Record set section start

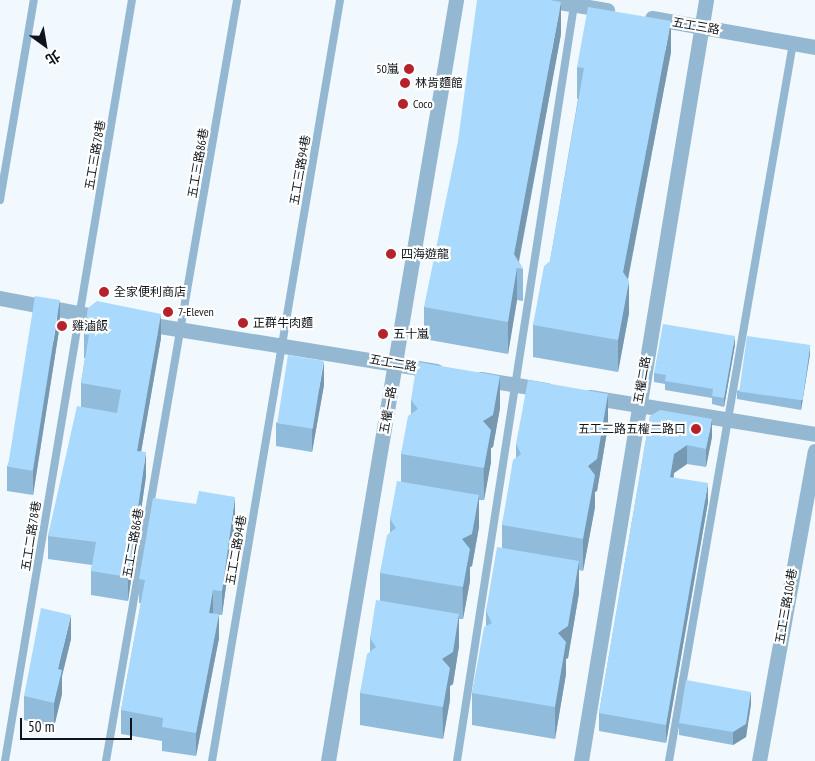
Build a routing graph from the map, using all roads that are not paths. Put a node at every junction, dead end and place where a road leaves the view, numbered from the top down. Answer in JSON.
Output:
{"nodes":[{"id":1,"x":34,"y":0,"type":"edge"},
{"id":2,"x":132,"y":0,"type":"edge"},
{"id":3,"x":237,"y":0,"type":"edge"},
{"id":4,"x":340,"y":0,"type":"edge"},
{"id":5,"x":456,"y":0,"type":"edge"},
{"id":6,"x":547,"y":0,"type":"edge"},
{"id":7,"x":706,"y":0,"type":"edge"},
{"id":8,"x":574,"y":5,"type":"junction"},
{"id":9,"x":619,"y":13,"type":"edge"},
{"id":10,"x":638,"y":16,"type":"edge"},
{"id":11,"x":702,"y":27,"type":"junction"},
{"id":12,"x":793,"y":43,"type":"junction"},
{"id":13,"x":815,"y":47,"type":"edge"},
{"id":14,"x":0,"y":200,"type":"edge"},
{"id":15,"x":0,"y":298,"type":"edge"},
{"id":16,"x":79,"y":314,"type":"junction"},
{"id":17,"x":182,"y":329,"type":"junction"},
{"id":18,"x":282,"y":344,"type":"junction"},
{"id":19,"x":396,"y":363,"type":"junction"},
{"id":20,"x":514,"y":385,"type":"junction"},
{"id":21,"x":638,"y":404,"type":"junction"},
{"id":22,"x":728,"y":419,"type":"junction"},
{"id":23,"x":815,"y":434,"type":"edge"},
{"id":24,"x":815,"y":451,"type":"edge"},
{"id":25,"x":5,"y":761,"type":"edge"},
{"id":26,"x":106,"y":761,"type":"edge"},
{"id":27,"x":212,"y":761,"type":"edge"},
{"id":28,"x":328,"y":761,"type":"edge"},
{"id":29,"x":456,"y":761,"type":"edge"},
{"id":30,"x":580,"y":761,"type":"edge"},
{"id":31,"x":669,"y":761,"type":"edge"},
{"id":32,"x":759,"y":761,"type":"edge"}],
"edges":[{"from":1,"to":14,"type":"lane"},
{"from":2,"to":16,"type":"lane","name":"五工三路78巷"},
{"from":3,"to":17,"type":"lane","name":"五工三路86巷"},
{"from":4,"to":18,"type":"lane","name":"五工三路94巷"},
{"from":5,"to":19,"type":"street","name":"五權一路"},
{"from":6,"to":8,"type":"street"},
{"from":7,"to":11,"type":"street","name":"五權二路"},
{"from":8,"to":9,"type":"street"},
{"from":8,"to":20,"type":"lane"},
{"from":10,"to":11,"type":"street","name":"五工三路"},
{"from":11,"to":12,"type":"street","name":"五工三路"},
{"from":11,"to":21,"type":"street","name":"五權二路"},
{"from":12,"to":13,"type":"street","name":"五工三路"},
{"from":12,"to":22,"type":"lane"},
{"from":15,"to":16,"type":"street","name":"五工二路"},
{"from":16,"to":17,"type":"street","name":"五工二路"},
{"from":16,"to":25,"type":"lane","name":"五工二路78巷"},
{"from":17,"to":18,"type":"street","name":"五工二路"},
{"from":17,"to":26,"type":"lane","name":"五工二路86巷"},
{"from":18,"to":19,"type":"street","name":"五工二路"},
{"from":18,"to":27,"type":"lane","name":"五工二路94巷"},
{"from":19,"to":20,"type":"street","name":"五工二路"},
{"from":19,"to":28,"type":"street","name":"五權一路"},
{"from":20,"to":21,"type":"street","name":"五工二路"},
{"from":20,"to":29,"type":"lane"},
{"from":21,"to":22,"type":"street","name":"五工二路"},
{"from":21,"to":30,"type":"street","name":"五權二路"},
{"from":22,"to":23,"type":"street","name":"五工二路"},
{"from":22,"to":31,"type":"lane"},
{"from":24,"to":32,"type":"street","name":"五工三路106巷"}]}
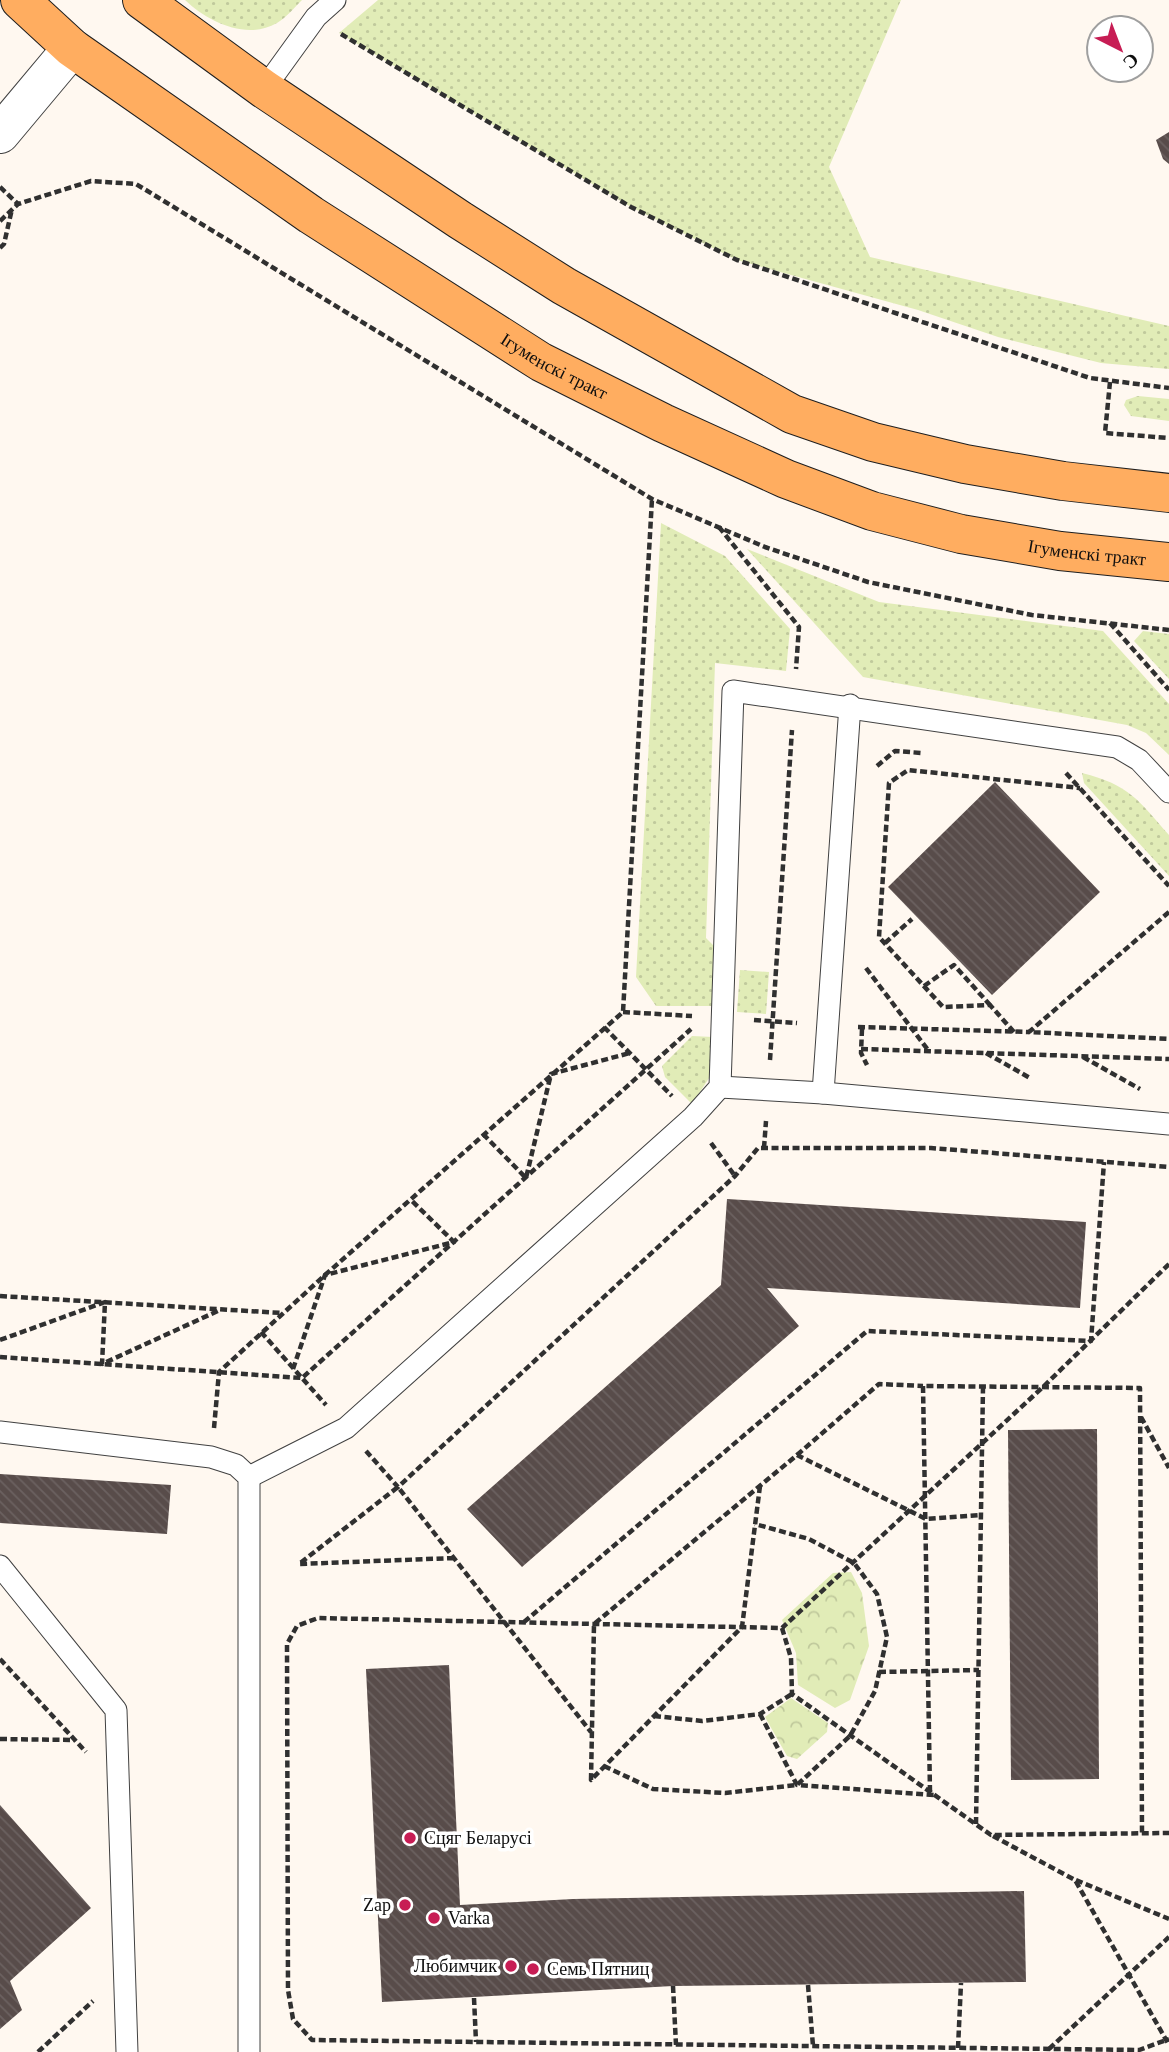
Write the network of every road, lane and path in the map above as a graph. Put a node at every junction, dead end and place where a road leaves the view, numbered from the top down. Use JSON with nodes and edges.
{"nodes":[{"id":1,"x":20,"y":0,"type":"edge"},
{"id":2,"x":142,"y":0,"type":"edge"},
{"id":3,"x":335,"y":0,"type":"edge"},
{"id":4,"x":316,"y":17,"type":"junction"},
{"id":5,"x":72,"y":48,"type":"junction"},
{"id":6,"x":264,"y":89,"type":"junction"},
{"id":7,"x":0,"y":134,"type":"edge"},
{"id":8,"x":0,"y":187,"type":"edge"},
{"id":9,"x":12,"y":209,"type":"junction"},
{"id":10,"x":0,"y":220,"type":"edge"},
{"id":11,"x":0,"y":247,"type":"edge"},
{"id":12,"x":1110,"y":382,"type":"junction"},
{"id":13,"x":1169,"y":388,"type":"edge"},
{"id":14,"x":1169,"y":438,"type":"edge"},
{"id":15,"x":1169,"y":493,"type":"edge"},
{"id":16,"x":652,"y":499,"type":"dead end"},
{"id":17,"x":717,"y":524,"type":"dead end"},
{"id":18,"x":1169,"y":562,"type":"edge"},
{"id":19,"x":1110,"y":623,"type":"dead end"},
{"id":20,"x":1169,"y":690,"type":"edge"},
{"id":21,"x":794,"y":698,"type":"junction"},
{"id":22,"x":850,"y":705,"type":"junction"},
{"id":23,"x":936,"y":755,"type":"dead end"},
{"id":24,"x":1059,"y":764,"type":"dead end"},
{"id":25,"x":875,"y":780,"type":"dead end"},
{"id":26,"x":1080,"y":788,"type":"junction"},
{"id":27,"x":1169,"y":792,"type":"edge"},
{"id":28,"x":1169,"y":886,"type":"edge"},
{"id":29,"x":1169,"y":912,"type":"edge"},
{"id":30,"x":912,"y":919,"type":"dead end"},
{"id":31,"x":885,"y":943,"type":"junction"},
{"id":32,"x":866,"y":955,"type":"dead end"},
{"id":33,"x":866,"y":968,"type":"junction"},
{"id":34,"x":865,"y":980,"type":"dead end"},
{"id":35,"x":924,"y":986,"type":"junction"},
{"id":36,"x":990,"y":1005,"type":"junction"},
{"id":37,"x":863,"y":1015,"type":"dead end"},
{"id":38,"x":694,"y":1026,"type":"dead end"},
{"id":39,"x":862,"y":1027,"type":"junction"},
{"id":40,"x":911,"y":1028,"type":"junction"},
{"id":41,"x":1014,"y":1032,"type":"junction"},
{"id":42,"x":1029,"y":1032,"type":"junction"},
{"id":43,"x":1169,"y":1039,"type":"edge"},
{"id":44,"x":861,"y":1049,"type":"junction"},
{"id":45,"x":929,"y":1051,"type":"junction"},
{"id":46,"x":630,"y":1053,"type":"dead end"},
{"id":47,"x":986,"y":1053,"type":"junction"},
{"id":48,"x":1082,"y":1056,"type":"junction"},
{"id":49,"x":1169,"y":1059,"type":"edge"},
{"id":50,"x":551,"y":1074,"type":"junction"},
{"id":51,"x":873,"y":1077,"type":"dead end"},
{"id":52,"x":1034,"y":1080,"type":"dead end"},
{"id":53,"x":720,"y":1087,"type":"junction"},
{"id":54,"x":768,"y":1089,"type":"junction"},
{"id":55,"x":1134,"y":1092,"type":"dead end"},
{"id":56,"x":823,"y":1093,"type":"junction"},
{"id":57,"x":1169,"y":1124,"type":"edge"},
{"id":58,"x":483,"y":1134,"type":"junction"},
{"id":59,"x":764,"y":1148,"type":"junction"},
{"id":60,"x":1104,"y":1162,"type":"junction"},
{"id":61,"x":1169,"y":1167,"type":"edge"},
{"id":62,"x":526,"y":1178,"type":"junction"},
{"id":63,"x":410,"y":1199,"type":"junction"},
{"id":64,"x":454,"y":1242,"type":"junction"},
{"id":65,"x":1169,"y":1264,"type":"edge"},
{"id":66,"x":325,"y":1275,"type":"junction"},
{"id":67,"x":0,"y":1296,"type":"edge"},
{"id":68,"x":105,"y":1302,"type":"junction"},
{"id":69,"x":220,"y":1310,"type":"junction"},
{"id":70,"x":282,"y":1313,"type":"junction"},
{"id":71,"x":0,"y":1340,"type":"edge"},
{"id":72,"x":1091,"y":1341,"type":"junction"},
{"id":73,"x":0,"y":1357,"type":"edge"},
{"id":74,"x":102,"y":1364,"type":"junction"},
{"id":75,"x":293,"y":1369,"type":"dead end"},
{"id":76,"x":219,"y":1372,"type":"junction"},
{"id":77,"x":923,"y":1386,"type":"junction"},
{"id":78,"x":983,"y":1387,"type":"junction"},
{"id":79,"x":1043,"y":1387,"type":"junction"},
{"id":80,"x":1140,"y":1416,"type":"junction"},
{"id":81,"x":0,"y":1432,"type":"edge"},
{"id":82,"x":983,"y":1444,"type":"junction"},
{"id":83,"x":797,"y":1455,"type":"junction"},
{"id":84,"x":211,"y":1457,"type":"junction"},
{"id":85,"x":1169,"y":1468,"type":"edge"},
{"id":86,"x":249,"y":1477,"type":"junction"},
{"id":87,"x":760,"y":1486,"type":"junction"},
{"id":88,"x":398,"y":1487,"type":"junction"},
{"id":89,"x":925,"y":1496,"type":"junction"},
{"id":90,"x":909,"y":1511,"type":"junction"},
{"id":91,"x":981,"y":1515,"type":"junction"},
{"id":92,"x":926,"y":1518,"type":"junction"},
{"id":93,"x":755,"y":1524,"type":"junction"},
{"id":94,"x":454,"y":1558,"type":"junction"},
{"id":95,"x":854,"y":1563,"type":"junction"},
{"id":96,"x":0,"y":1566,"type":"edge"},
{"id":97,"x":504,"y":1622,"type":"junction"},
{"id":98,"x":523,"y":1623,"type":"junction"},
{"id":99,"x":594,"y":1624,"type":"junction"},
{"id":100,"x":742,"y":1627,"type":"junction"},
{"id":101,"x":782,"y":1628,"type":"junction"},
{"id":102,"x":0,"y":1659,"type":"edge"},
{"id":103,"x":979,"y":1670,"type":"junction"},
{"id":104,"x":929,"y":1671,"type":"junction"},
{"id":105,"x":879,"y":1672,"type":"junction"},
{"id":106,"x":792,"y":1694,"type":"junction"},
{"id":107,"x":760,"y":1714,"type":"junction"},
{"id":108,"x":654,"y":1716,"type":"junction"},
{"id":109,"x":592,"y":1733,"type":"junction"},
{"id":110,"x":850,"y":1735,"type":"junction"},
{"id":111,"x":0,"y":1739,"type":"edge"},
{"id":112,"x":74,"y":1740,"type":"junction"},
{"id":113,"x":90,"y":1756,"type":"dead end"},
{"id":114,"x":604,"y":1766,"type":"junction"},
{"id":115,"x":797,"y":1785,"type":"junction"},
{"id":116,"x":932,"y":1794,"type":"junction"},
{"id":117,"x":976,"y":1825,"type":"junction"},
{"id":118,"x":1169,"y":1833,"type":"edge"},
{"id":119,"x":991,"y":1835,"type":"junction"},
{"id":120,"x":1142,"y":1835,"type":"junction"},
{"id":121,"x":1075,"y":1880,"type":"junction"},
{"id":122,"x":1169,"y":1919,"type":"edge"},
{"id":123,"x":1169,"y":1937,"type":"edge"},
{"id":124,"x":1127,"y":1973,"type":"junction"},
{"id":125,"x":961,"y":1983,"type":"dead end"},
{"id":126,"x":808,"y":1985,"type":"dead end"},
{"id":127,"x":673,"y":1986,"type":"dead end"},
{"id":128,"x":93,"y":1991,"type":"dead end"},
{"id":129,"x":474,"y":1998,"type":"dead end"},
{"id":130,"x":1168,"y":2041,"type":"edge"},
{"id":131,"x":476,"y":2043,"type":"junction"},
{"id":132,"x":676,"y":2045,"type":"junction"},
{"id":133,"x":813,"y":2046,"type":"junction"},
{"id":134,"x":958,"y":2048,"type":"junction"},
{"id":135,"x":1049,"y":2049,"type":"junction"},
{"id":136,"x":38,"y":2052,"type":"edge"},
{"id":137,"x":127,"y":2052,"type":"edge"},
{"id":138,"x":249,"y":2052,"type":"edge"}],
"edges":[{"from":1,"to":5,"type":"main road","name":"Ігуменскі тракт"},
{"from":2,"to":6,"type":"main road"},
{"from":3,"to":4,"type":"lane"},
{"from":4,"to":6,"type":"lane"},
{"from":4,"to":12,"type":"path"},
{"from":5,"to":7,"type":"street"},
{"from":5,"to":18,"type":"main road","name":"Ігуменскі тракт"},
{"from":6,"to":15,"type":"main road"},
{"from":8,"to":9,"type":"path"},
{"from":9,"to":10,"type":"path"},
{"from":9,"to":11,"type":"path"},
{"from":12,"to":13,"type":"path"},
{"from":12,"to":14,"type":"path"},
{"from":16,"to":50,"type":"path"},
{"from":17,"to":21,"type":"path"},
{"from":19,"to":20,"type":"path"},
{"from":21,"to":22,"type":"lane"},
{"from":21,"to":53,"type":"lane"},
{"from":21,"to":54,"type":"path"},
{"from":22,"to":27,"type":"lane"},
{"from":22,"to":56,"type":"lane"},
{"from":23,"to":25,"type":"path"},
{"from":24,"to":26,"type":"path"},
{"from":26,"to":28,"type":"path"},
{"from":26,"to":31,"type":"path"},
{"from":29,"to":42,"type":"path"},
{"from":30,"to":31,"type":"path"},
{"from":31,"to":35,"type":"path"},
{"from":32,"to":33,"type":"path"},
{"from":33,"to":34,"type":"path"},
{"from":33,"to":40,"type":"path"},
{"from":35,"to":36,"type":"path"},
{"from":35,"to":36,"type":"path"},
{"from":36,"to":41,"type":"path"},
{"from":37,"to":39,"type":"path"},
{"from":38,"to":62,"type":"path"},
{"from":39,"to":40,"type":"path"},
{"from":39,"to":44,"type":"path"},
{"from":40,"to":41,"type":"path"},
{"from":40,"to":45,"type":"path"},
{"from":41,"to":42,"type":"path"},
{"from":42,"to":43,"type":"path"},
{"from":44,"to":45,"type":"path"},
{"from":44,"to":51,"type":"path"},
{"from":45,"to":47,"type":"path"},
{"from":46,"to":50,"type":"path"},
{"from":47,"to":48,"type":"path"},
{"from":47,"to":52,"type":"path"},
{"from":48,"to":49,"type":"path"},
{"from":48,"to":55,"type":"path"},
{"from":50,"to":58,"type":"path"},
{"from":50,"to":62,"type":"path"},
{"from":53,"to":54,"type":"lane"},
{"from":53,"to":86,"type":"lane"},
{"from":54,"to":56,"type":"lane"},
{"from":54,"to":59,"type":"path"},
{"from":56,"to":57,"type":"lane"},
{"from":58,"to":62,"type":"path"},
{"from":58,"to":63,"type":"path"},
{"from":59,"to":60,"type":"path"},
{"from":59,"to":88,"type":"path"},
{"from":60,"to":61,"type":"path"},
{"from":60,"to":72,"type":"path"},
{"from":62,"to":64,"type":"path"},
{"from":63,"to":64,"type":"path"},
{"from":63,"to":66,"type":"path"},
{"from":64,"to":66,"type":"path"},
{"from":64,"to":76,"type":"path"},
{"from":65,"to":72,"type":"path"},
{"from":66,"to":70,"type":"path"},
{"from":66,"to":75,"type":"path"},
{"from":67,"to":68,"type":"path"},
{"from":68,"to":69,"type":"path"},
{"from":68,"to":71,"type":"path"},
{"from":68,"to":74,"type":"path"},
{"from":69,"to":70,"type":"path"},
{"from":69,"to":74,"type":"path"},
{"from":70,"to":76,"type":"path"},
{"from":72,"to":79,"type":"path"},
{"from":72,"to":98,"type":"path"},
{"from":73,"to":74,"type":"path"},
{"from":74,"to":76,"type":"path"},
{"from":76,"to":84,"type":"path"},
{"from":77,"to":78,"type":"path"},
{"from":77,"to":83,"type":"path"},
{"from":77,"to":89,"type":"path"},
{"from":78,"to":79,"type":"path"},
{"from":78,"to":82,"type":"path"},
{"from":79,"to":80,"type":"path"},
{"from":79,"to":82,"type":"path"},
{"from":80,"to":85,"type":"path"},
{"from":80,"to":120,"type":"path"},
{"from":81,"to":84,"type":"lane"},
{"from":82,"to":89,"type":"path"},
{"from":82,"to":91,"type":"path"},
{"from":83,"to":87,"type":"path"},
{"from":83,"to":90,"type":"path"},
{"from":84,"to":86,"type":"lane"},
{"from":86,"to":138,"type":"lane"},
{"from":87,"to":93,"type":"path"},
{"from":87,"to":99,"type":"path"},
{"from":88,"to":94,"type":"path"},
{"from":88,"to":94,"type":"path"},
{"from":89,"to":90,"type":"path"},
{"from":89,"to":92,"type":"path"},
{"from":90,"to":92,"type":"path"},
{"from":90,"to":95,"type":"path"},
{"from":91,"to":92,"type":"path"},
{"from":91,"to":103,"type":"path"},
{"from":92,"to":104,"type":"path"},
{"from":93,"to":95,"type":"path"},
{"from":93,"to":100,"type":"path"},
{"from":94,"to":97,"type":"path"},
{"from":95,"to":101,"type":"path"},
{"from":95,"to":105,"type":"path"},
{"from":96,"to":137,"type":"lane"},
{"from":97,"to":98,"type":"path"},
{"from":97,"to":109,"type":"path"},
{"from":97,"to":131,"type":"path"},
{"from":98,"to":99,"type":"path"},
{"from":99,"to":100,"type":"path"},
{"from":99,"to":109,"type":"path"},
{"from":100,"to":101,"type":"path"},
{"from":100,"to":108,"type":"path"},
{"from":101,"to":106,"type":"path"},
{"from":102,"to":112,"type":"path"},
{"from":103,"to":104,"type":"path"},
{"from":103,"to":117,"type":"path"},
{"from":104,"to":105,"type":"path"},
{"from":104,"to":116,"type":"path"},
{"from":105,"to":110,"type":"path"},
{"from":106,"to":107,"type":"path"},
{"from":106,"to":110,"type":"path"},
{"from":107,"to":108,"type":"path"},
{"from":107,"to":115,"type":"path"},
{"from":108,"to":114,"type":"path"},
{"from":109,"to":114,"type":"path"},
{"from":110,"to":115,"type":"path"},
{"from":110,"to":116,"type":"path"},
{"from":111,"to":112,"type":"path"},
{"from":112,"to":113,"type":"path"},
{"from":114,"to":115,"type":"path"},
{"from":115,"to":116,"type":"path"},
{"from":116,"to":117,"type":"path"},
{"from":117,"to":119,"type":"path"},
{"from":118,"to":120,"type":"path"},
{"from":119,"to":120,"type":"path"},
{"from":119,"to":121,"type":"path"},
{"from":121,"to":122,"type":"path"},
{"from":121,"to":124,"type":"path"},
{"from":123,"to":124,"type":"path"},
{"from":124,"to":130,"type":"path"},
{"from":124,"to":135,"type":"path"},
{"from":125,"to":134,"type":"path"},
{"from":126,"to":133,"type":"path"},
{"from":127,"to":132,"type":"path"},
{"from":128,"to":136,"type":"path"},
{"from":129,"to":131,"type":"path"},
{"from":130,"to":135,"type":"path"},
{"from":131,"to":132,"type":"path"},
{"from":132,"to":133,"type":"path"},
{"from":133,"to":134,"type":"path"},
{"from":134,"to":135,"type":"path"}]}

Record set section end

From the listing above, determine how many lines contain "Ігуменскі", then write only that number.

■ Your solution
2